Quarto uomo: G. Sacchi.
MARCATORI: 1’ pt Di Marco (R), 33’ pt La Mantia (G, rig.).
AMMONITI: Di Marco (R), Donati (R).
NOTE: spettatori 3.818, di cui 2.735 abbonati. Angoli: 11-2 per il Ravenna. Rec.: pt 4, st 6’.
di Massimo Boccucci
RAVENNA
Un pareggio tira l’altro per il Ravenna (1-1 come a Livorno), che aggancia la vetta aspettando Ascoli-Arezzo, e per il Gubbio che ottiene il 3° di fila.
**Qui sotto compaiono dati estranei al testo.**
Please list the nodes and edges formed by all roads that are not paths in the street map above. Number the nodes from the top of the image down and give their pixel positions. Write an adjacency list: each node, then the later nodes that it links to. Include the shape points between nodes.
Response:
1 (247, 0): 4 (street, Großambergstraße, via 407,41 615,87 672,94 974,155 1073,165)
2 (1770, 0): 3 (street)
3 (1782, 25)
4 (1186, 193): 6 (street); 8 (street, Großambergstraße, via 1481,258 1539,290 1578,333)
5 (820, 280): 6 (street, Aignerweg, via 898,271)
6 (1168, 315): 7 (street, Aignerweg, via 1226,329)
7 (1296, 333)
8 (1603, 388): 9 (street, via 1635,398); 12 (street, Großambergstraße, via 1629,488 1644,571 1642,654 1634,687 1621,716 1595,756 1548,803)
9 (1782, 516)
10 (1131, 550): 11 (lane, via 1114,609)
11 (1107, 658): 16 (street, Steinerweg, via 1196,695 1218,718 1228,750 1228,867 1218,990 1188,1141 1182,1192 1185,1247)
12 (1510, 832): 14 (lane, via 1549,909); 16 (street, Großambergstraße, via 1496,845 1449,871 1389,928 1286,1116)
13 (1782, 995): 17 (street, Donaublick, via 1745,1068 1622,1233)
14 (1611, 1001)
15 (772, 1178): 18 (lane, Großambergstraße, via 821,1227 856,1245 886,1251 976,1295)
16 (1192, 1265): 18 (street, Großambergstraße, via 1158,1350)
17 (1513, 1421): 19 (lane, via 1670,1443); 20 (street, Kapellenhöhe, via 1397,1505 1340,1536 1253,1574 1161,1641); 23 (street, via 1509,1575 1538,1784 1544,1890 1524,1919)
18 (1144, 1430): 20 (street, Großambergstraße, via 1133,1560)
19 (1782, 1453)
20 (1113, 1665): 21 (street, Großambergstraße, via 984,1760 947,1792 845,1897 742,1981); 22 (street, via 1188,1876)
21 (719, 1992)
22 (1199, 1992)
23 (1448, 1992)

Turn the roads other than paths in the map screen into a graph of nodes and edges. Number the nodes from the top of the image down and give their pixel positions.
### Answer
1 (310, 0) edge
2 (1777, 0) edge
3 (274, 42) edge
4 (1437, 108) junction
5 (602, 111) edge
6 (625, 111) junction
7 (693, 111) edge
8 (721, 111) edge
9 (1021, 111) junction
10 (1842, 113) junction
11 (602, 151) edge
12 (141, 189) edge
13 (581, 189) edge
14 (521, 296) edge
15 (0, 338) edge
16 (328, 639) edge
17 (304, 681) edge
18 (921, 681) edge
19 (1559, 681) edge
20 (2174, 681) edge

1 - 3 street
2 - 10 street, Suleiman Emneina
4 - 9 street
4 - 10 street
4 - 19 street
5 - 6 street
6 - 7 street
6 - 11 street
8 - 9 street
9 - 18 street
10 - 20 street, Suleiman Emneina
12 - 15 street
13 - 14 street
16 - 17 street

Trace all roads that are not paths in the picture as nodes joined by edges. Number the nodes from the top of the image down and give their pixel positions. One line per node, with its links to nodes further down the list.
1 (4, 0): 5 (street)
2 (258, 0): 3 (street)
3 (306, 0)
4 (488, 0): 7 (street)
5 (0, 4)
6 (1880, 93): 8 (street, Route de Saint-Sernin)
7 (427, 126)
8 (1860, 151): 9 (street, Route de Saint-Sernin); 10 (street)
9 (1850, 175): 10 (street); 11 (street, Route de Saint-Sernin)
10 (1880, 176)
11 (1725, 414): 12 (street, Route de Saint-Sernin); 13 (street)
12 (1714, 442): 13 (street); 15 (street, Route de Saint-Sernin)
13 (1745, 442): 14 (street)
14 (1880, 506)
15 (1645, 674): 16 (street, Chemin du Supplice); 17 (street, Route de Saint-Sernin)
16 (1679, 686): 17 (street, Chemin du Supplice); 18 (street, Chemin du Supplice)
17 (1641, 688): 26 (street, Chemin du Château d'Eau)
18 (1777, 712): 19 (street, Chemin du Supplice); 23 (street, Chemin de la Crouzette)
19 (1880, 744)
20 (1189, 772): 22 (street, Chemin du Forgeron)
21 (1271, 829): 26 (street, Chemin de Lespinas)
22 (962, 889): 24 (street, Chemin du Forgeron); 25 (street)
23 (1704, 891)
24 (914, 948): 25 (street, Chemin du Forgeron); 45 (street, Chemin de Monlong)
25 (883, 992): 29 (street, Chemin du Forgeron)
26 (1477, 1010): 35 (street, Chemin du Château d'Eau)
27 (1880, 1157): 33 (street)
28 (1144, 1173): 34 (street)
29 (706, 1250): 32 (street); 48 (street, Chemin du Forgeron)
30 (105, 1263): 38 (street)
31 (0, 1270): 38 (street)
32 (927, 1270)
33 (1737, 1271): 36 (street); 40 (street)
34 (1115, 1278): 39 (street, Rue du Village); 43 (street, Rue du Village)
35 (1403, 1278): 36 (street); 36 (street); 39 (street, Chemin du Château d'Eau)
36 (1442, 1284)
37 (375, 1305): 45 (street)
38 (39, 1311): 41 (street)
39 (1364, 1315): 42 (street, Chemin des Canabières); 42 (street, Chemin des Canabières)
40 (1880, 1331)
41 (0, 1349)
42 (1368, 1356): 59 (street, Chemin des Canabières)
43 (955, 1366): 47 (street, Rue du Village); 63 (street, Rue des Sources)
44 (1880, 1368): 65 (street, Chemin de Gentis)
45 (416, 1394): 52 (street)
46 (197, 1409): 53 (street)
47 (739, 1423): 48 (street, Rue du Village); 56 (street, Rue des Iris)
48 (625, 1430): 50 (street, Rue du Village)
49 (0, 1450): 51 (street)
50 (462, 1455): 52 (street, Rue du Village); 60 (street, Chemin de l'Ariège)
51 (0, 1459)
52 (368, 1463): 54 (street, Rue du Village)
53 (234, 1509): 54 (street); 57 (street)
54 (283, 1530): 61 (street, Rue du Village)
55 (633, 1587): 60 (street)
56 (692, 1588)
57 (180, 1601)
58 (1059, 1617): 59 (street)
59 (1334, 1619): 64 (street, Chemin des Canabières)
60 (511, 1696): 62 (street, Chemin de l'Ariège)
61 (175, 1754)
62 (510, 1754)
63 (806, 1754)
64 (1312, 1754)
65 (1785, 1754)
Glamour in tribuna al “Bruno Benelli”, con la presenza di Elisabetta Canalis, e in campo l’effetto è immediato perché i giallorossi vanno in vantaggio dopo 25” quando Okaka gestisce palla in area e scarica per Spini che prova con Di Marco che castiga. Battaglia sul campo pesante, con Bagnolini che sventa su Okaka al 26’ e a ruota Anacoura che chiude su Minta.
REAZIONE. Gli umbri la riprendono con l’intervento del portiere in ritardo su Minta per il rigore che La Mantia trasforma, salendo a 3 gol in rossoblù (Marchionni non gioca l’Fvs). Prima del riposo suspense quando l’ex Corsinelli va giù in area e il Ravenna chiede invano il rigore, che l’arbitro verifica confermando la decisione, così come anche Podda finisce a terra ma si prosegue, per poi vedere a seguire il mancino di Tenkorang sfilare di poco a lato.
SECONDO TEMPO. Al rientro subito il destro velenoso di Donati messo in angolo da Bagnolini, coi ravennati che ne cambiano 3 in un colpo solo, sfiorando il raddoppio proprio con uno dei nuovi entrati, Falbo, che costringe il portiere alla deviazione con i pugni (29’). Finale giallorosso tra corner e mischie su un terreno sempre più pesante.